*** Opening of Available records ***

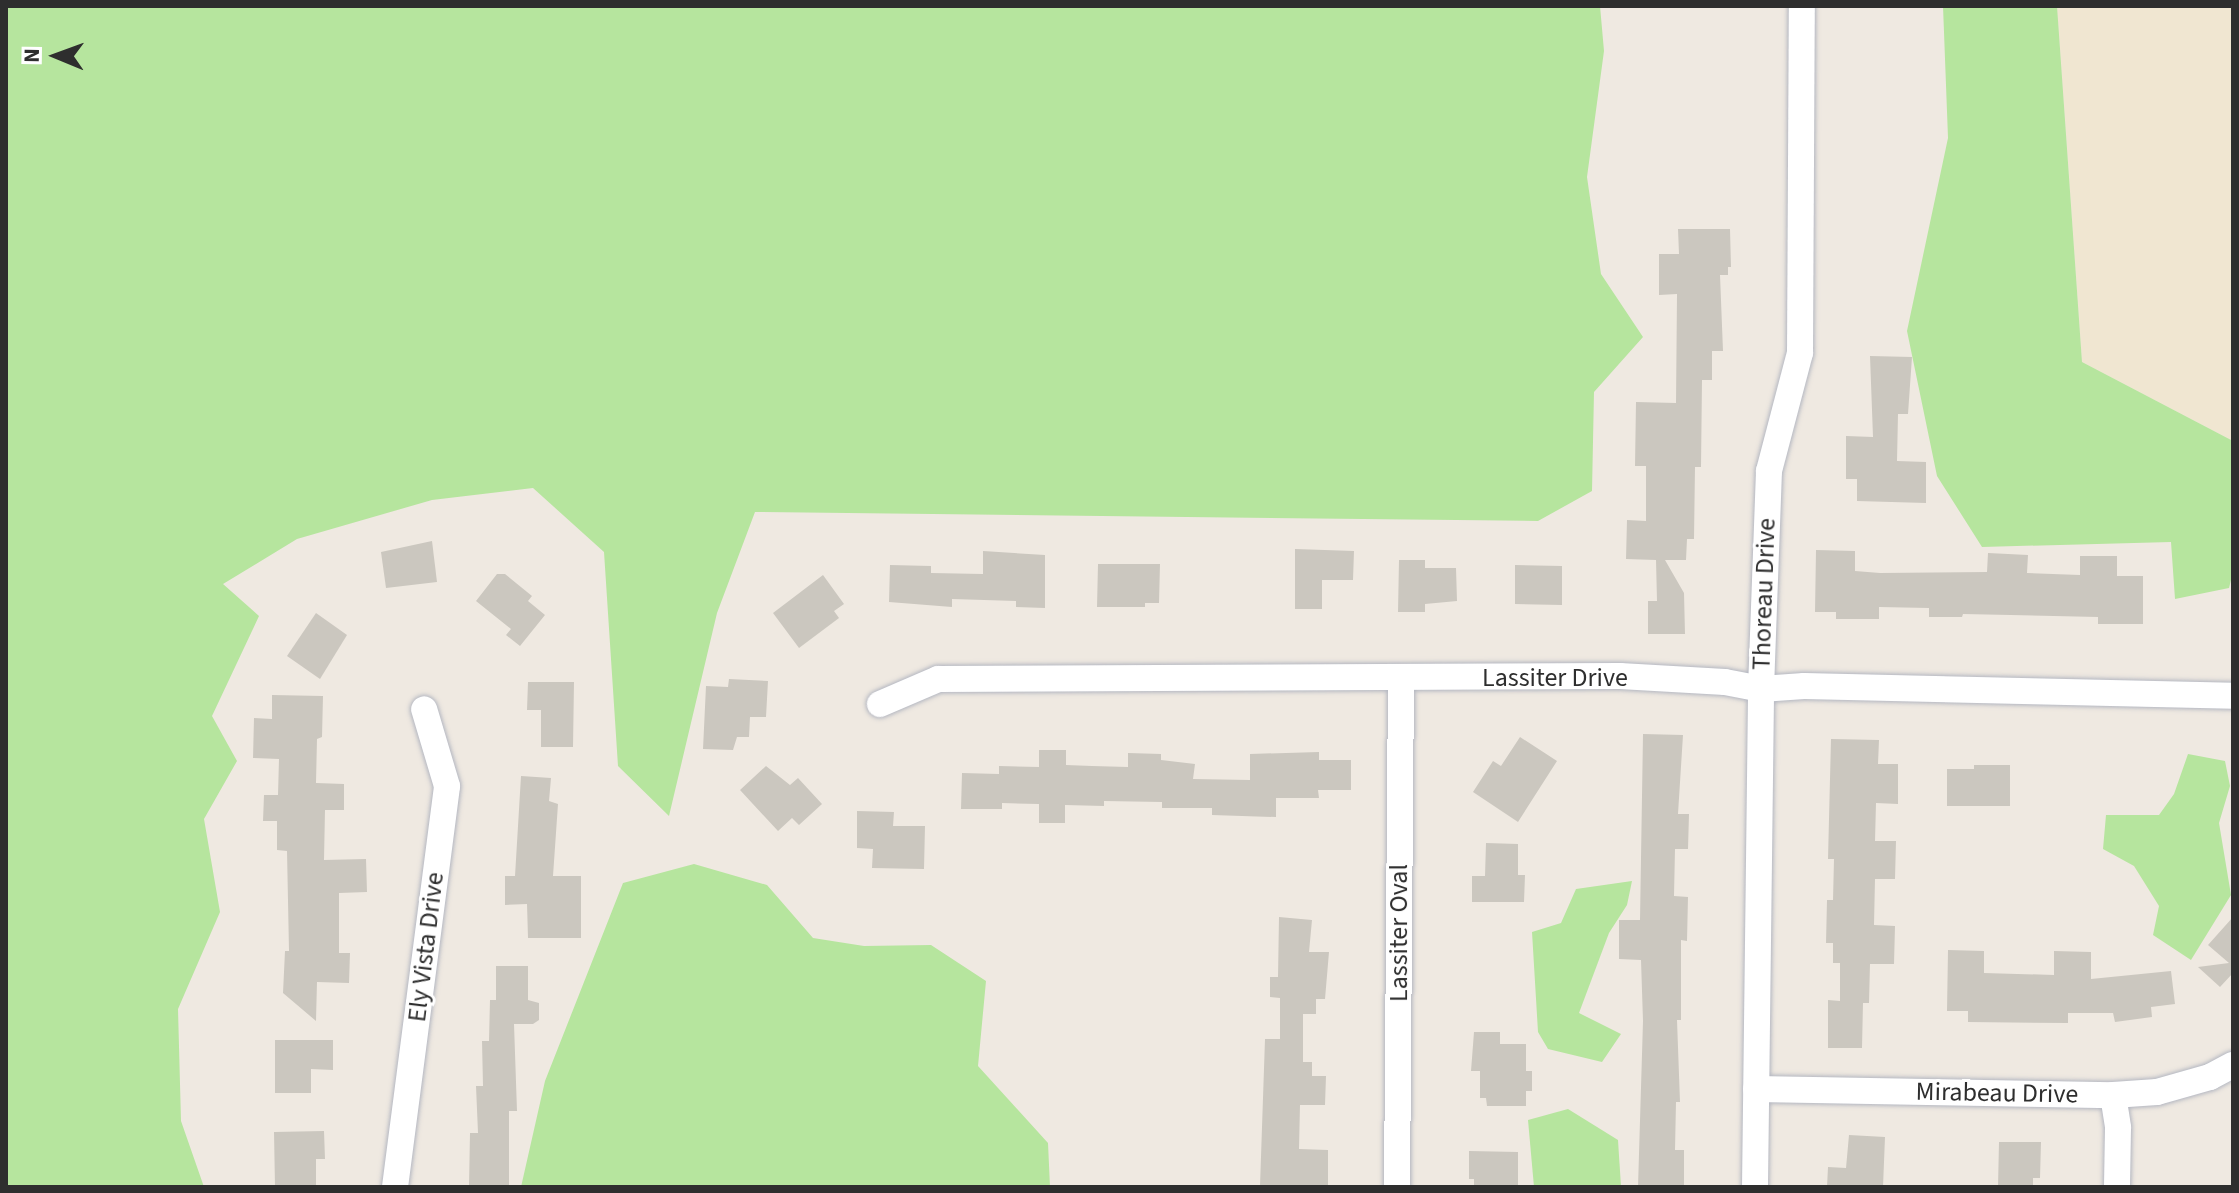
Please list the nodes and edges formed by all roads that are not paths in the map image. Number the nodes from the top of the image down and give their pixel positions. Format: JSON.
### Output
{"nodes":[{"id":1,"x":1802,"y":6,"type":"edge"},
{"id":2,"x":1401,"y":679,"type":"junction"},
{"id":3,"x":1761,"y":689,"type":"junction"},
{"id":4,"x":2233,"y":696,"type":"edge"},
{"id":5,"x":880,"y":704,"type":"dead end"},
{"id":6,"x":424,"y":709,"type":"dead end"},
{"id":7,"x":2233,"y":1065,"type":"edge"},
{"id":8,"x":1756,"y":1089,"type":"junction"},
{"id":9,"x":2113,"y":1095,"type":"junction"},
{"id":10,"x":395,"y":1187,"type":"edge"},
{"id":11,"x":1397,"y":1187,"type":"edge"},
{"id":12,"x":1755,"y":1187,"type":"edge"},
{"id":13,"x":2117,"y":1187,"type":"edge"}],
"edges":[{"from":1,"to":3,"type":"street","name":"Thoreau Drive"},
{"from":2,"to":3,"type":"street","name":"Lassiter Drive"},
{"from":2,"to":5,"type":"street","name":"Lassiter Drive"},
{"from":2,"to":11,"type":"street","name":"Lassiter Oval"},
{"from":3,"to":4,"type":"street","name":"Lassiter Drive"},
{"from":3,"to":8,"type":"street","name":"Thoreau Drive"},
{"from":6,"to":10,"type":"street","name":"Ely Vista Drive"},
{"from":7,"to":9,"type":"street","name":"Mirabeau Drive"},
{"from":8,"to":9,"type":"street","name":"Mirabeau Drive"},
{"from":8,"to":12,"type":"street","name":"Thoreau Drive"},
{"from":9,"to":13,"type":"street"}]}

*** Close of Available records ***

• _Required action_: Looking back at the data above, tally each line that includes the word "from", then answer with the total alone.

• _Written response_: 12